Now instead of making our way through undergrowth, we were on hard-packed dirt, but the way we needed to go was steep, and I felt my thighs and calves protest as I headed up the ridge.
Behind me, Bee gave a little gasp, and I turned to see her stumble, one hand flailing out as pebbles slid from beneath her feet. Without thinking, I reached down to grab her outstretched arm. Bee was about half a foot taller than me, and heavier, plus she had gravity on her side. Our hands locked together, and I gritted my teeth as I caught her and kept her upright.
But the force of my pull sent me stumbling backward so that I fell hard on my butt, wincing as a loose twig scraped the exposed skin of my ankle.
For a moment, we just sat there, breathing hard, in the middle of the trail, me sitting, Bee half sprawled on the ground. My shoulder ached, and my leg stung, and I had knocked the breath out of myself with that hard fall, so I was nearly wheezing.
If ever there was an appropriate moment for swearwords, this was it. We were halfway up a mountain in Tennessee, going after my magical ex-boyfriend, a guy who had sent superpowered assassins after me. We had ditched the one person who could’ve maybe helped us in all of this because I hadn’t wanted her to hurt David, but what if he was going to hurt me?
Lowering my head to my hands, I took a deep breath through my nose. “Bee,” I said, my voice wavering, and to my horror, I could feel stinging at the backs of my eyes, a thickness in my throat. “I effed this up.”
I did not say “effed.” I said the actual word. And it felt so good that I thought maybe I needed to say it again.

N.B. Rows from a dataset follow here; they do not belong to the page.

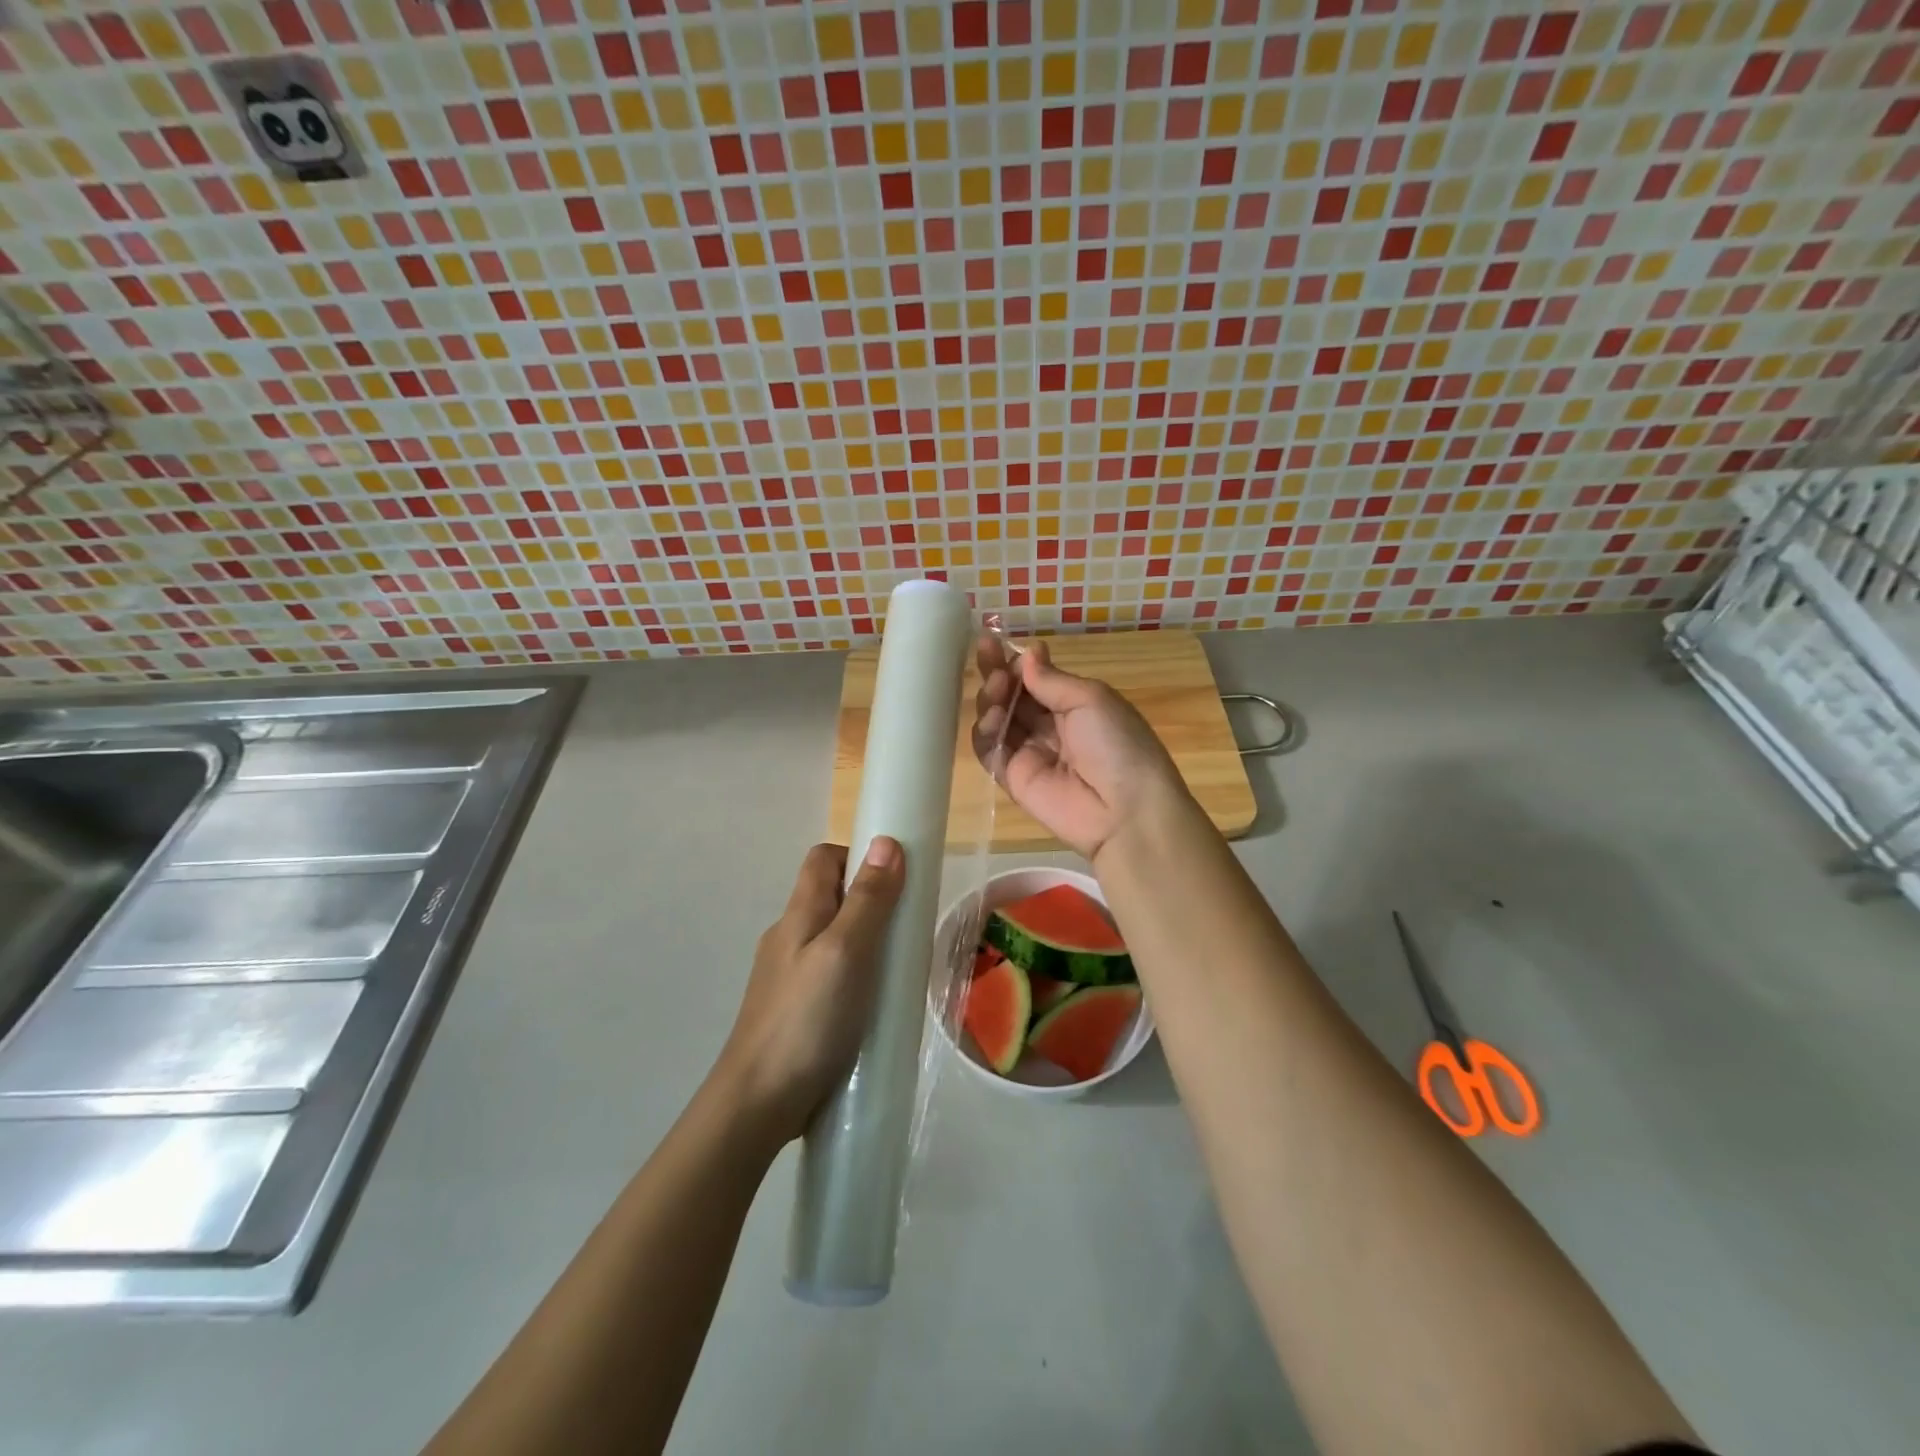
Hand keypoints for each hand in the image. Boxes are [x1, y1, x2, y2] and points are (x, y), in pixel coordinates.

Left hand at [713, 838, 904, 1144]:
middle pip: (832, 897)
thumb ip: (868, 900)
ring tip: (900, 970)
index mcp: (799, 914)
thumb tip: (886, 841)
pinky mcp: (796, 1010)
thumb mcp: (845, 953)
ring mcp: (789, 976)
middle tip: (908, 929)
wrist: (757, 1105)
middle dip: (873, 902)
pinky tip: (877, 1006)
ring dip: (869, 943)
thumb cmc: (806, 1021)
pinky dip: (858, 977)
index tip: (897, 879)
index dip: (859, 855)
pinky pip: (832, 975)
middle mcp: (789, 937)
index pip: (823, 858)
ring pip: (834, 939)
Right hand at [971, 634, 1191, 862]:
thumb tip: (1027, 653)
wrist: (1125, 810)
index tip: (997, 643)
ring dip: (991, 698)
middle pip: (1013, 696)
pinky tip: (992, 717)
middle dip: (997, 673)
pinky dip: (984, 732)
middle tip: (986, 655)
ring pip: (997, 719)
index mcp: (1076, 705)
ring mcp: (1030, 753)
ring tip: (996, 688)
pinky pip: (990, 750)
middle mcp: (1051, 726)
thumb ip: (1052, 679)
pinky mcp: (1013, 778)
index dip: (1016, 662)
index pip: (1036, 678)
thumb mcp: (1092, 699)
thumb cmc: (1117, 744)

Lots.
Lifting my head, I looked at Bee and tears spilled down my cheeks. “My effing powers are effing gone, and now I’ve got us into this effed-up situation, and I have no effing clue what the eff I’m going to do once we find David. Not a single. Effing. Idea.”
Bee’s eyes had gone wide, but I wasn’t sure if it was from my confession or the fact that I had just used that word so many times. And honestly, whichever it was, I did not give an eff.

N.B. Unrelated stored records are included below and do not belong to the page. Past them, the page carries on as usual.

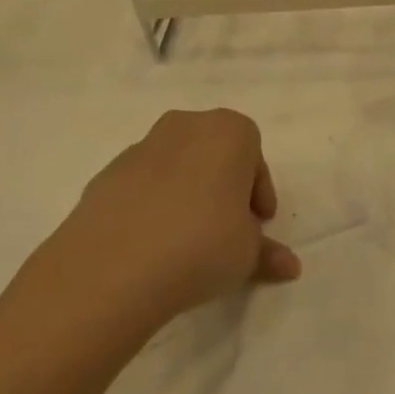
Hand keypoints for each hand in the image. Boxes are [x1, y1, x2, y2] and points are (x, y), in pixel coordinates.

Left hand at [30, 109, 300, 344]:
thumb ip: (267, 254)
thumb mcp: (246, 254)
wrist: (111, 267)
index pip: (254, 155)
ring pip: (176, 167)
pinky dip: (151, 206)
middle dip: (223, 186)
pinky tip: (150, 246)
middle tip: (226, 228)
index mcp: (228, 132)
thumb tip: (289, 266)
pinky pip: (142, 186)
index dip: (258, 192)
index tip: (257, 224)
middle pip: (214, 153)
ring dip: (186, 194)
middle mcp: (186, 126)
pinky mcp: (105, 174)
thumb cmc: (201, 245)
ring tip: (185, 242)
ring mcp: (141, 147)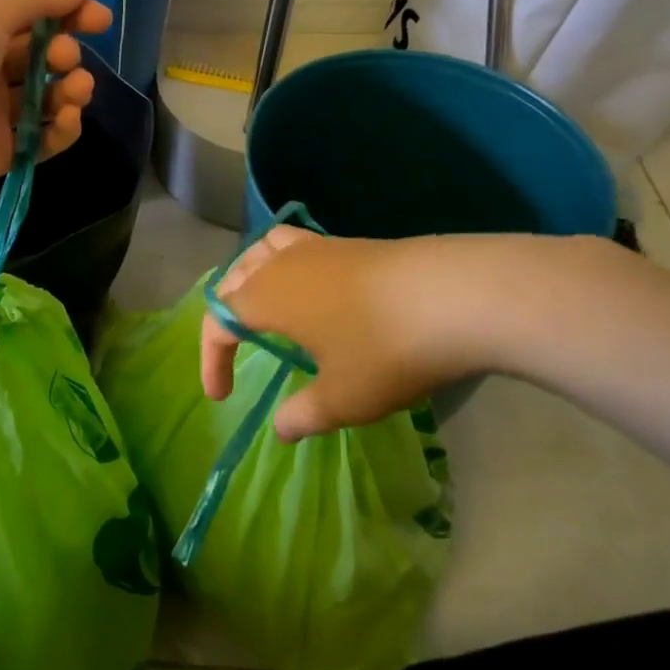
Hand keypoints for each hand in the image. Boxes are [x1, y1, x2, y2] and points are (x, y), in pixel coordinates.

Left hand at [0, 0, 112, 216]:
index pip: (30, 14)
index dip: (68, 13)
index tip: (100, 20)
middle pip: (41, 55)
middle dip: (65, 52)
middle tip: (65, 59)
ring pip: (47, 97)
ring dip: (72, 90)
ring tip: (76, 91)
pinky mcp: (0, 152)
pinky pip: (43, 139)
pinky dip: (62, 129)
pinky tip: (68, 121)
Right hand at [201, 226, 530, 439]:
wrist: (458, 295)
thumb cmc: (386, 350)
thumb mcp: (343, 398)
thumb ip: (304, 414)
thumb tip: (282, 427)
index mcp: (265, 297)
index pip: (219, 321)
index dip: (212, 359)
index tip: (221, 396)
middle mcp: (282, 264)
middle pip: (235, 277)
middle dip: (226, 312)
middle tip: (236, 347)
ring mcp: (318, 247)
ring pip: (264, 250)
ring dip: (252, 276)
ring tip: (264, 302)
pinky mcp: (352, 243)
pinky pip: (298, 246)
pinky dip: (287, 264)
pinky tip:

I was openly crying now, and I shook my head. “I don’t think I can do this,” I said, and I wasn’t sure if I meant I couldn’t save David or that I couldn’t bring myself to hurt him if it came to that. Honestly, it could have been both. Earlier today, when we’d left the car, I’d almost left the sword behind. Sure, if there ended up being other Paladins in the cave, I might need it, but there was always the thought at the back of my mind that I might have to use it on David.
Rising to her feet, Bee crossed over to me and took me firmly by the shoulders. “You can,” she said, squeezing for emphasis. “Harper, listen to me. Your powers are great and all, and I’m not going to pretend I don’t really wish they were working about right now, but . . . being a Paladin isn’t what’s going to save David. You can save him because he loves you. Because you love him.”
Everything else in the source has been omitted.